Effective vulnerability and patch management is a proactive approach, not a reactive one. Organizations must minimize threats with forward-thinking strategies and preemptively deploy patches when you discover critical vulnerabilities in the environment. A successful vulnerability and patch management plan requires:

In-depth knowledge of the organization’s systems
Collaboration with multiple business functions
Targeted approaches to reduce risk.

This article reviews the best practices behind implementing a proactive vulnerability and patch management plan. Security professionals can follow these recommendations to stay ahead of attackers and reduce risks.

Summary of vulnerability and patch management best practices

Best practice	Description
Map the attack surface of the organization	The attack surface is where your organization is most vulnerable to threats, whether external-facing services or an untracked asset.
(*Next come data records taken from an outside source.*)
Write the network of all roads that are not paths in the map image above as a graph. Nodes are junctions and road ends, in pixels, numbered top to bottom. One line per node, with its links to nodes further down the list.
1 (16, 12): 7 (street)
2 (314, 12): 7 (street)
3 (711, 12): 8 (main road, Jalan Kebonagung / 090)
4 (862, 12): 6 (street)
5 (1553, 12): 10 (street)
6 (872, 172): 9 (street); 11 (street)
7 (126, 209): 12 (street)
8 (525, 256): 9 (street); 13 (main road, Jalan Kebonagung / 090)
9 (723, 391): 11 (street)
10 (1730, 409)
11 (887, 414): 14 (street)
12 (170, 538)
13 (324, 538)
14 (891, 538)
Understanding it helps drive vulnerability and patch management efforts.
Maintain an accurate Configuration Management Database (CMDB)	An accurate, constantly updated CMDB provides true visibility into the attack surface, including: The number of potential targeted assets. How those assets rank in priority, and Who has responsibility for securing those assets?
Perform risk-based prioritization	Build a list of assets and their associated vulnerabilities. Prioritization of patches is based on their: CVE severity Exposure and exploitability Business impact if exploited.
Ensure effective communication and integration across cross-platform teams.	Vulnerability and patch management are rarely localized to just one team. Creating a plan that assigns ownership of specific assets with prioritized patching cycles or critical vulnerabilities to those responsible for remediating the vulnerability helps ensure a smooth operation.
Automate patch management	Take advantage of repeated processes and tools to mitigate threats more efficiently.
Reframe success metrics: measure and report risk reduction	Security progress is measured by risk reduction, not just the number of objects patched. Reframe success metrics to be incremental and measurable.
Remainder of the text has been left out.